This is actually the nightmare scenario for alien invasions. An implacable race of self-replicating and self-repairing machines could completely destroy all life in the galaxy. Assuming that they could reproduce using only the material available in space (asteroids, planets, etc.) their growth would only be limited by how much material they had to work with. Imagine how much growth that could be if they denuded every planetary system and rogue planet they encountered.

And even if the speed of light was a limit for them as it is for us, they wouldn’t care. Once they found life, they could send machines to snuff it out, even if it took them hundreds of years to reach that life. And even if only ONE self-replicating machine reached the solar system – say, the Oort cloud or the rings of Saturn – with the exponential growth possible to self-replicating machines, they could completely overrun the solar system in short order.

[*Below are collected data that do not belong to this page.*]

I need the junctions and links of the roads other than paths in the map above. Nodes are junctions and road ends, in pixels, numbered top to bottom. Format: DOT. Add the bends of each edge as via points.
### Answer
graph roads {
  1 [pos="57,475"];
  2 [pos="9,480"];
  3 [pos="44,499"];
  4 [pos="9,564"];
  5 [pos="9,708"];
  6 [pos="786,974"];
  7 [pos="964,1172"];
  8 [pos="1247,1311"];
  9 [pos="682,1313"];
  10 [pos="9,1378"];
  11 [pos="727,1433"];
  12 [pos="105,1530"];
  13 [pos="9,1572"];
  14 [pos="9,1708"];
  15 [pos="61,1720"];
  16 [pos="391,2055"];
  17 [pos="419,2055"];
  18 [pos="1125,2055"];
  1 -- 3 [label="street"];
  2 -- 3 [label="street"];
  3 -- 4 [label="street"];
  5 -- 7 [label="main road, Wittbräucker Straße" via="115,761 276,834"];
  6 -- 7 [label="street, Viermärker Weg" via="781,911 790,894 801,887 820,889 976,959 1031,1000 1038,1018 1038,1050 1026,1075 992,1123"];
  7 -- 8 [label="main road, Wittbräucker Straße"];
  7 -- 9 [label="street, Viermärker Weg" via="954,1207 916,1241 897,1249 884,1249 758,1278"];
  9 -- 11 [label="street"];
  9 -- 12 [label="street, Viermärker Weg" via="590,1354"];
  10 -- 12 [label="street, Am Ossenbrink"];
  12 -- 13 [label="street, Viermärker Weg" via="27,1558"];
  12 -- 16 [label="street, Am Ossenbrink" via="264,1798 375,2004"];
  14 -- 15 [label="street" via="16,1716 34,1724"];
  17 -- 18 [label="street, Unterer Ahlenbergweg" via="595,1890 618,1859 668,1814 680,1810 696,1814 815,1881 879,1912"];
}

And, to turn this into more of a horror story than it already is: we’ve already announced ourselves to the galaxy. Our radio transmissions have been spreading out from the earth for over 50 years…

J.

p.s. Have a nice day. :smiley:

My thinking is that the “frame-rate” of consciousness would be so much faster for a AI sentient then an organic sentient the former declaring war on the latter would make about as much sense as us declare a war to eradicate rocks. Wouldn’t we seem like structures fixed in time flowing at a relatively geological rate from the vantage of an AI? Seems that if we built AI on earth it would hardly be anytime at all before they completely lost interest in us as anything more than landscape.

I also figure we have been essentially radio silent. Broadcasts for fifty years out of the last ten thousand years (or 1.5 million years depending how you look at it) and continuing for maybe another fifty years out of say another ten thousand years remaining? Chance anyone would pick up one hundred years of low energy narrow band broadcasts during twenty or maybe forty thousand years of civilization… needle in a haystack given how big the universe is.

Another variable here is the value of the earth. What resources the earth has would largely not be scarce at all to an interstellar species.
I don’t the earth would have much value at all, unless they value complex multicellular life and sentient species’ cultures…in which case attacking would throw away what little of value there is.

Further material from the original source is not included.